• _What you will do_
Scan the entries below for the word "name" and copy every line where it turns up.

• _Supplied records_
-------------------------
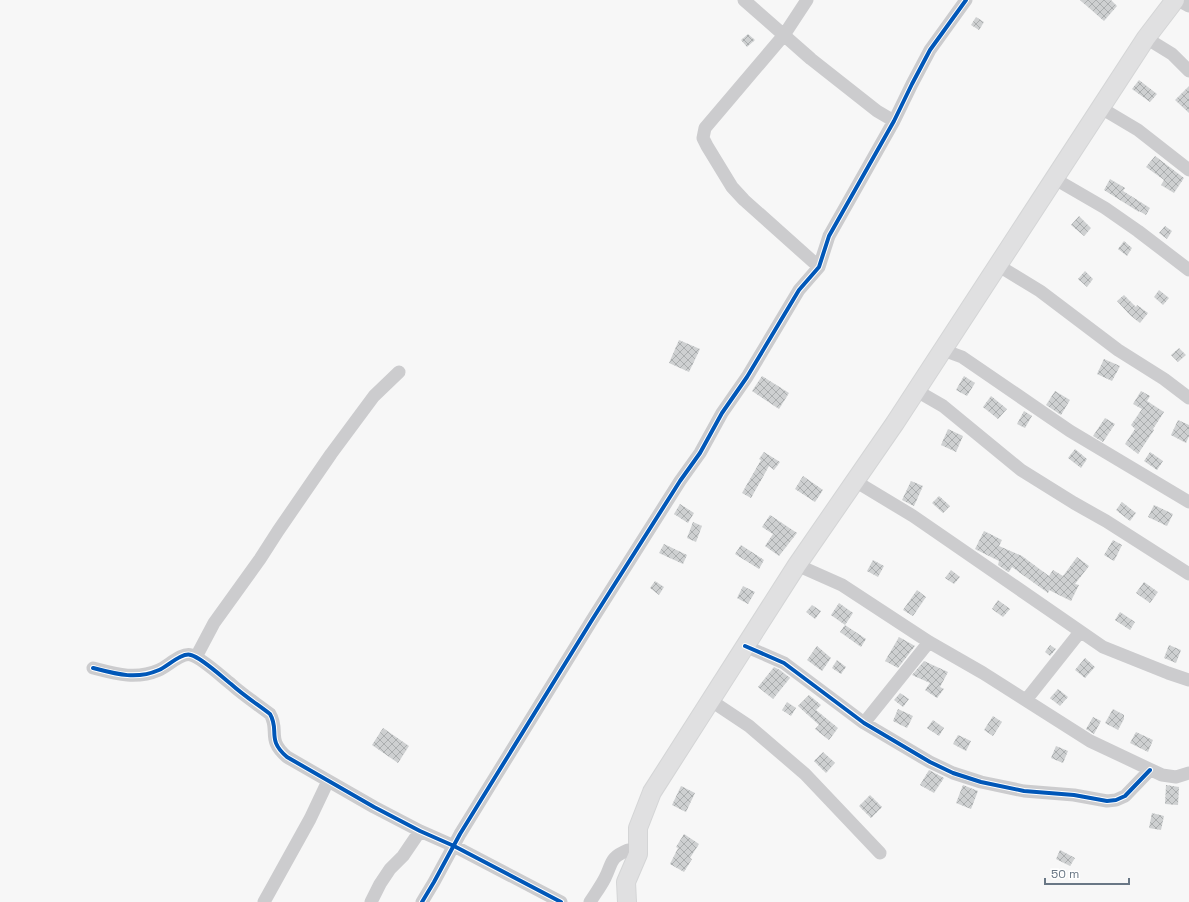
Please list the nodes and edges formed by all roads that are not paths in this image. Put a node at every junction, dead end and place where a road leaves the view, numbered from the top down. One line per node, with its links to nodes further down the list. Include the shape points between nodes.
1 (744, 0): 6 (street)
2 (807, 0): 6 (street)
3 (966, 0): 10 (street, via 930,50)
4 (1176, 0): 5 (street); 7 (main road)
5 (1189, 6)
6 (784, 35): 10 (street, via 863,100); 14 (street, via 705,128 703,138 732,187)
7 (1146, 38): 8 (street, via 1172,54); 9 (main road)
8 (1189, 71)
9 (1101, 108): 11 (street, via 1138,130); 12 (main road)
10 (894, 121): 14 (street, via 829,236)
11 (1189, 170)
12 (1055, 178): 13 (main road); 15 (street, via 1138,231)
13 (999, 266): 16 (main road); 19 (street, via 1040,291 1118,350)
14 (819, 267): 37 (street, via 799,290)
15 (1189, 270)
16 (943, 350): 18 (main road); 21 (street, via 962,357 1070,430)
17 (399, 372): 27 (street, via 374,396 331,454 214,623)
18 (916, 391): 20 (main road); 23 (street, via 943,406 1021,470)
19 (1189, 398)
20 (855, 481): 22 (main road); 24 (street, via 913,516)
21 (1189, 502)
22 (797, 565): 25 (street, via 842,585); 26 (main road)
23 (1189, 574)
24 (1080, 632): 29 (street, via 1103,647); 31 (street)
25 (929, 642): 31 (street); 32 (street)
26 (745, 646): 30 (main road); 32 (street, via 784,663)
27 (196, 657): 28 (street, via 191,654 184,655 146,675 130,675); 35 (street, via 270,714 273,719 274,740 281,752)
28 (93, 668)
29 (1189, 680)
30 (710, 700): 38 (street, via 749,726 805,774); 39 (main road, via 652,792 638,828)
31 (1026, 700): 33 (street, via 1090,741)
32 (864, 723): 33 (street, via 953,773 1009,788 1116,800 1125,796)
33 (1150, 770): 34 (street, via 1176,777)
34 (1189, 773)
35 (328, 781): 36 (street); 40 (street)
36 (420, 831): 37 (street); 41 (street, via 403,856 390,869)
37 (454, 846): 42 (street); 43 (street)
38 (880, 853)
39 (638, 854): 44 (street, via 628,850 618,854 611,861 606,876); 45 (main road, via 626,882)
40 (264, 902)
41 (371, 902)
42 (422, 902)
43 (561, 902)
44 (590, 902)
45 (627, 902)

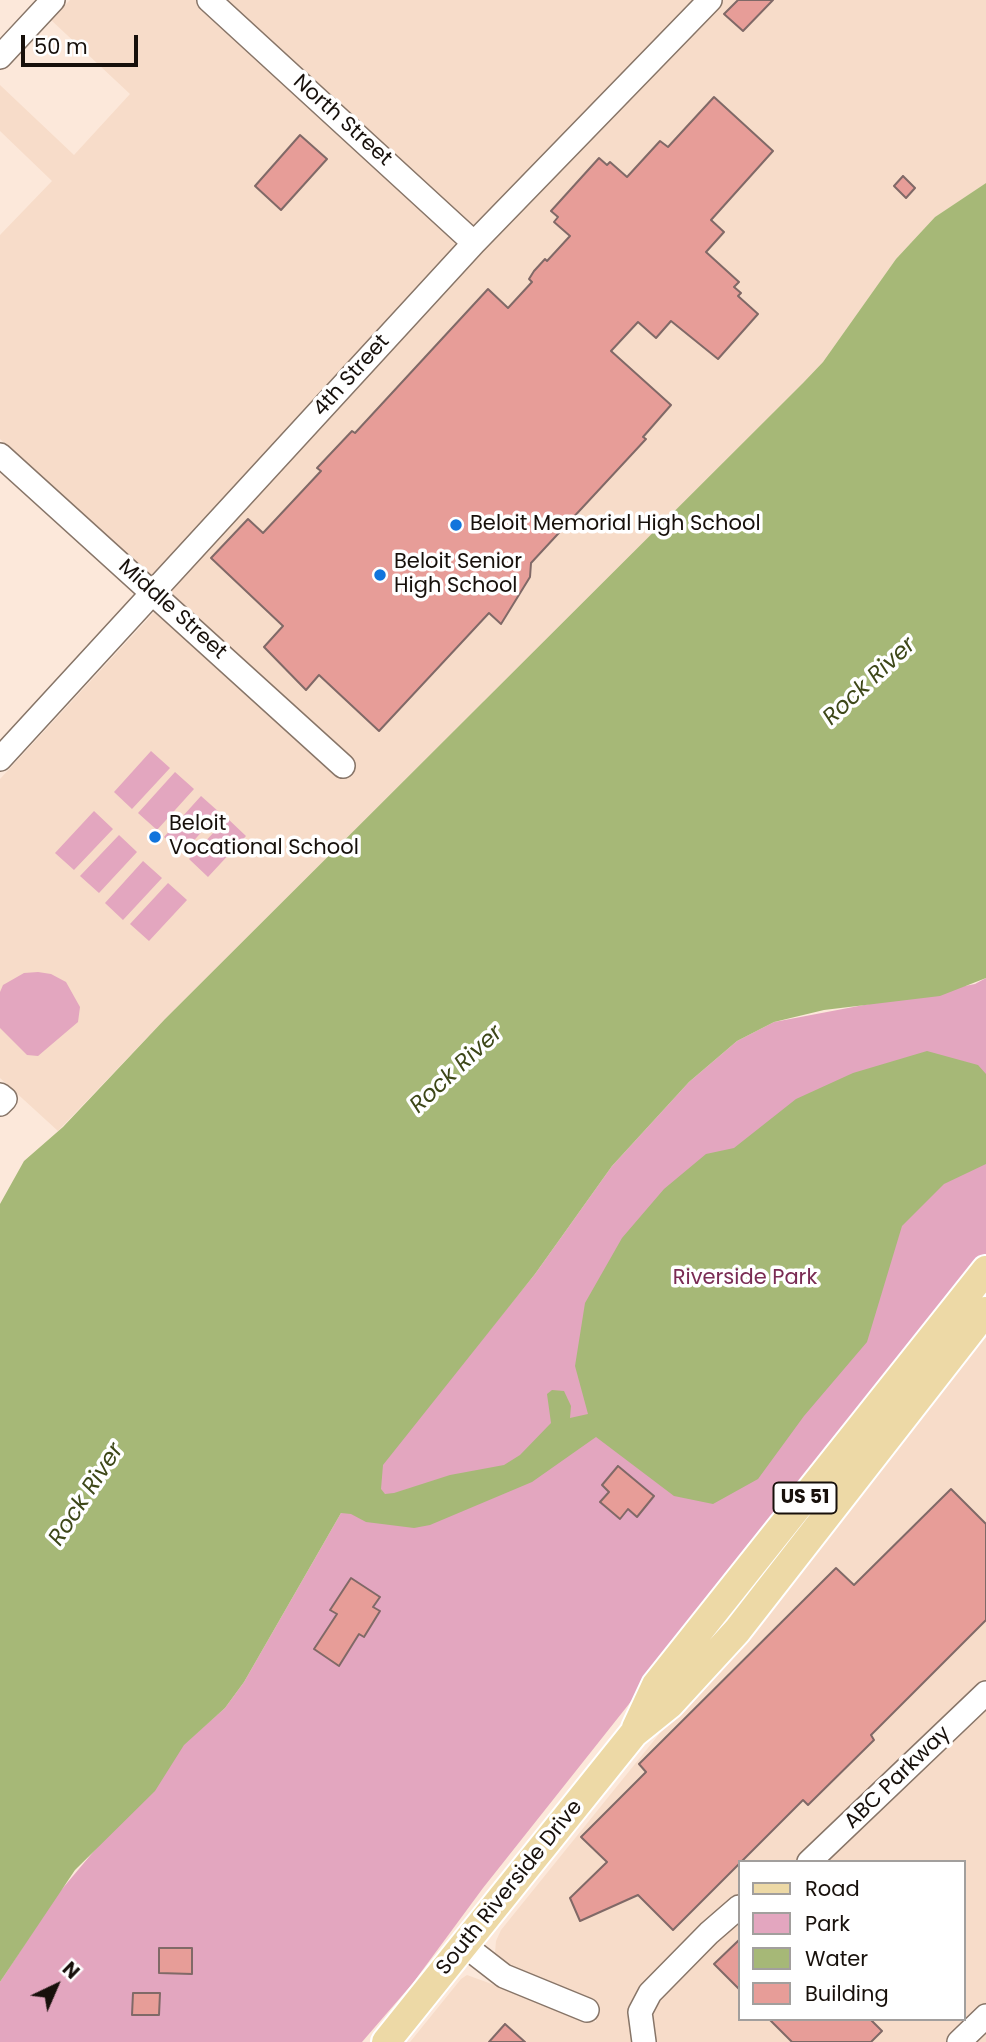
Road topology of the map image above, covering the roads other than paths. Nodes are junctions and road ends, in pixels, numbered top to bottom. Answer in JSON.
{"nodes":[{"id":1,"x":52,"y":0,"type":"edge"},
{"id":2,"x":209,"y":0,"type":"edge"},
{"id":3,"x":710,"y":0,"type":"edge"},
{"id":4,"x":0,"y":57,"type":"edge"},
{"id":5,"x":474,"y":243,"type":"junction"},
{"id":6,"x":0,"y":455,"type":"edge"},
{"id":7,"x":154,"y":593,"type":"junction"},
{"id":8,"x":0,"y":759,"type":"edge"},
{"id":9,"x":343,"y":766,"type":"dead end"},
{"id":10,"x":986,"y":1270,"type":"edge"},
{"id":11,"x":986,"y":1311,"type":"edge"},
{"id":12,"x":986,"y":1693,"type":"edge"},
{"id":13,"x":634,"y":1734,"type":"junction"},
{"id":14,"x":812,"y":1860,"type":"edge"},
{"id":15,"x":738,"y":1908,"type":"edge"},
{"id":16,"x":464,"y":1945,"type":"junction"},
{"id":17,"x":587,"y":2010,"type":"dead end"},
{"id":18,"x":986,"y":2016,"type":"edge"},
{"id":19,"x":386,"y":2042,"type":"edge"},
{"id":20,"x":644,"y":2042,"type":"edge"},
{"id":21,"x":959,"y":2042,"type":"edge"}],
"edges":[{"from":1,"to":4,"type":"street"},
{"from":2,"to":5,"type":"street","name":"North Street"},
{"from":3,"to":5,"type":"street","name":"4th Street"},
{"from":5,"to":7,"type":"street","name":"4th Street"},
{"from":6,"to":7,"type":"street","name":"Middle Street"},
{"from":7,"to":8,"type":"street","name":"4th Street"},
{"from":7,"to":9,"type":"street","name":"Middle Street"},
{"from":10,"to":13,"type":"main road","name":"South Riverside Drive","number":"US 51"},
{"from":11,"to":13,"type":"main road","name":"South Riverside Drive","number":"US 51"},
{"from":12,"to":14,"type":"street","name":"ABC Parkway"},
{"from":13,"to":16,"type":"main road","name":"South Riverside Drive","number":"US 51"},
{"from":15,"to":20,"type":"street"},
{"from":16,"to":17,"type":"street"},
{"from":16,"to":19,"type":"main road","name":"South Riverside Drive","number":"US 51"},
{"from":18,"to":21,"type":"street"}]}
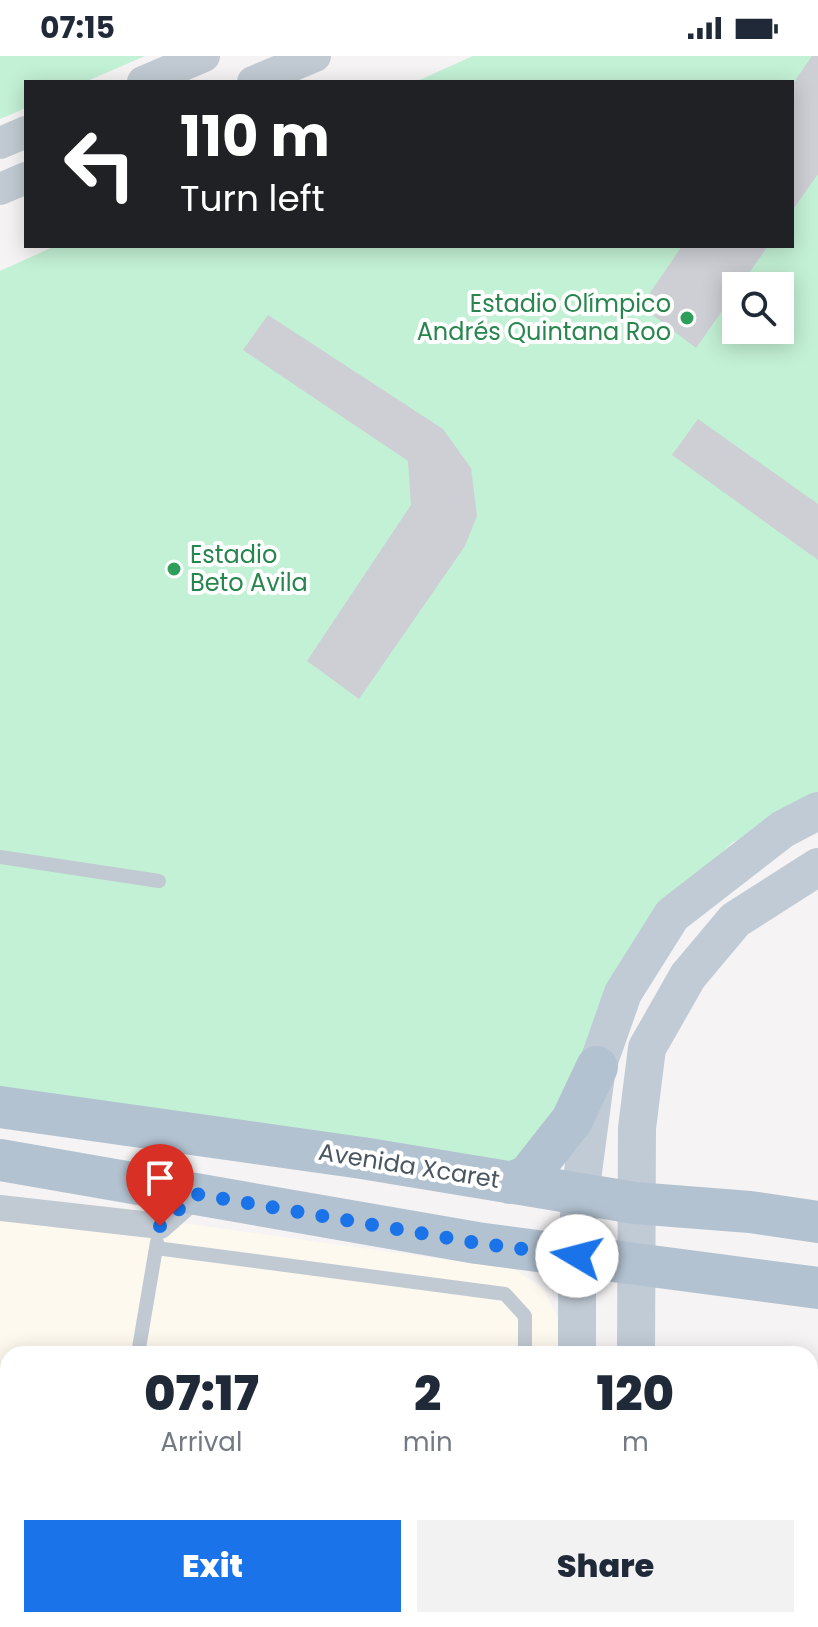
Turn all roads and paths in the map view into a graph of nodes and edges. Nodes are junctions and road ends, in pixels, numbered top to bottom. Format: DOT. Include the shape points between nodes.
graph roads {
  1 [pos="204,56"];
  2 [pos="315,56"];
  3 [pos="148,80"];
  4 [pos="258,80"];
  5 [pos="24,133"];
  6 [pos="0,143"];
  7 [pos="24,179"];
  8 [pos="0,189"];
  9 [pos="818,811"];
  10 [pos="0,857"];
  11 [pos="818,867"];
  12 [pos="159,881"];
  13 [pos="623,993"];
  14 [pos="668,1012"];
  15 [pos="597,1067"];
  16 [pos="0,1107"];
  17 [pos="0,1160"];
  18 [pos="510,1183"];
  19 [pos="196,1194"];
  20 [pos="580,1194"];
  21 [pos="635,1203"];
  22 [pos="0,1208"];
  23 [pos="818,1222"];
  24 [pos="158,1237"];
  25 [pos="577,1256"];
  26 [pos="635,1265"];
  27 [pos="818,1288"];
  28 [pos="139,1346"];
  29 [pos="525,1346"];
  30 [pos="577,1346"];
  31 [pos="636,1346"];
  1 -- 3 [label="street"];
  2 -- 4 [label="street"];
  5 -- 6 [label="street"];
  7 -- 8 [label="street"];
  9 -- 13 [label="main road" via="783,829 672,915"];
  10 -- 12 [label="lane"];
  11 -- 14 [label="main road" via="735,920 688,976"];
  13 -- 14 [label="main road"];
  13 -- 15 [label="main road"];
  14 -- 21 [label="main road" via="647,1048"];
  15 -- 18 [label="main road" via="572,1120 528,1176"];
  15 -- 20 [label="main road"];
  16 -- 18 [label="main road, Avenida Xcaret"];
  17 -- 19 [label="main road"];
  18 -- 20 [label="main road, Avenida Xcaret"];
  19 -- 24 [label="street"];
  19 -- 25 [label="main road"];
  20 -- 21 [label="main road, Avenida Xcaret"];
  20 -- 25 [label="main road"];
  21 -- 23 [label="main road, Avenida Xcaret"];
  21 -- 26 [label="main road"];
  22 -- 24 [label="street"];
  24 -- 28 [label="lane"];
  24 -- 29 [label="lane" via="505,1294 525,1316"];
  25 -- 26 [label="main road"];
  25 -- 30 [label="main road"];
  26 -- 27 [label="main road"];
  26 -- 31 [label="main road"];
}
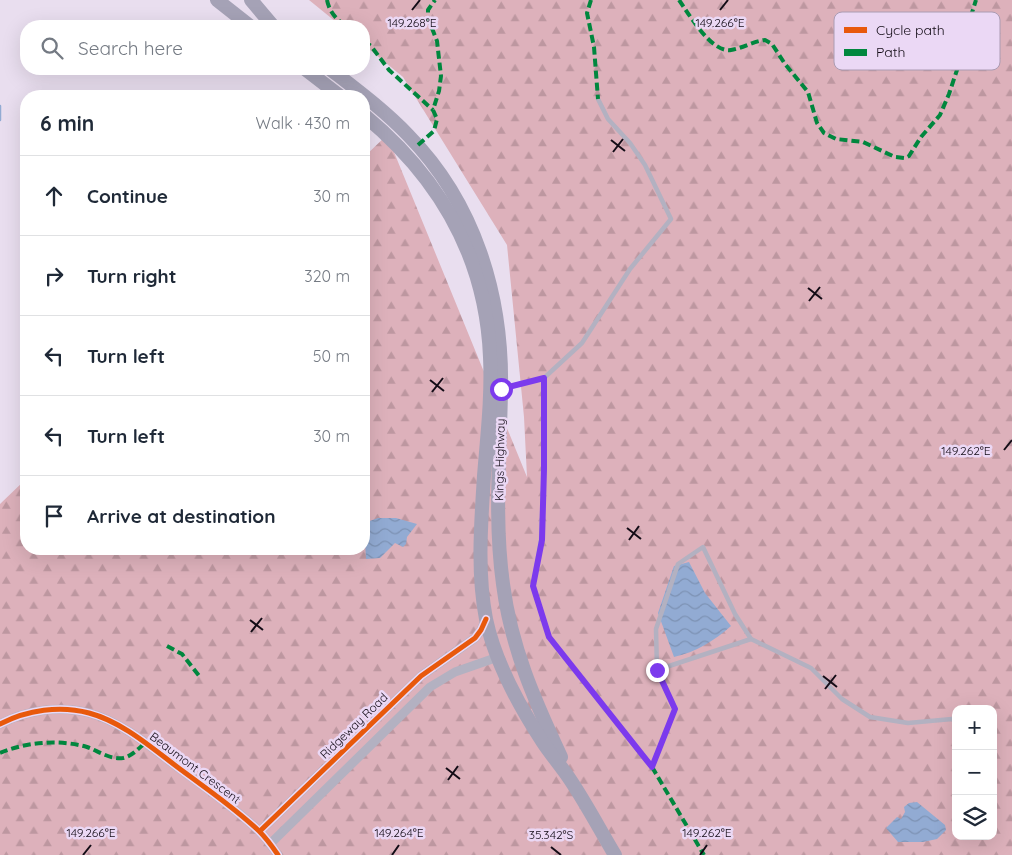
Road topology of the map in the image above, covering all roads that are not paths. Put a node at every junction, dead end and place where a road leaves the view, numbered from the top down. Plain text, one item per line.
1 (217, 0) edge
2 (241, 0) edge
3 (251, 0) edge
4 (259, 0) edge
5 (242, 20) edge
6 (256, 20) edge
7 (268, 20) edge
8 (276, 20) edge
9 (313, 75) edge
10 (318, 75) edge
11 (338, 75) edge
12 (333, 90) edge
13 (335, 90) edge
14 (356, 90) edge
15 (598, 99) dead end
16 (370, 101) edge
17 (370, 121) edge
18 (544, 378) junction
19 (501, 389) junction
20 (503, 583) junction
21 (486, 620) junction
22 (751, 639) junction
23 (498, 657) junction
24 (657, 670) junction
25 (952, 719) edge
26 (0, 724) edge
27 (571, 780) junction
28 (260, 831) junction
29 (270, 844) junction
30 (278, 855) edge
31 (615, 855) edge

1 - 5 highway
2 - 6 highway
3 - 7 highway
4 - 8 highway
9 - 12 highway
10 - 13 highway
11 - 14 highway, Kings Highway
15 - 18 lane
16 - 19 highway, Kings Highway
17 - 21 highway, Kings Highway
18 - 19 lane
18 - 24 lane
19 - 20 highway, Kings Highway
20 - 23 highway
20 - 27 highway, Kings Highway
21 - 23 highway, Kings Highway
21 - 28 street, Ridgeway Road
22 - 24 lane
22 - 24 lane
22 - 25 lane
23 - 27 highway, Kings Highway
23 - 29 street, Ridgeway Road
26 - 28 street, Beaumont Crescent
27 - 31 highway, Kings Highway
28 - 29 street
29 - 30 street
-------------------------
• _Response_
{"from":2,"to":5,"type":"street","name":"North Street"},
{"from":3,"to":5,"type":"street","name":"4th Street"},
{"from":5,"to":7,"type":"street","name":"4th Street"},
{"from":6,"to":7,"type":"street","name":"Middle Street"},
{"from":7,"to":8,"type":"street","name":"4th Street"},
{"from":7,"to":9,"type":"street","name":"Middle Street"},
{"from":10,"to":13,"type":"main road","name":"South Riverside Drive","number":"US 51"},
{"from":11,"to":13,"type":"main road","name":"South Riverside Drive","number":"US 51"},
{"from":12,"to":14,"type":"street","name":"ABC Parkway"},
{"from":13,"to":16,"type":"main road","name":"South Riverside Drive","number":"US 51"},
{"from":16,"to":19,"type":"main road","name":"South Riverside Drive","number":"US 51"},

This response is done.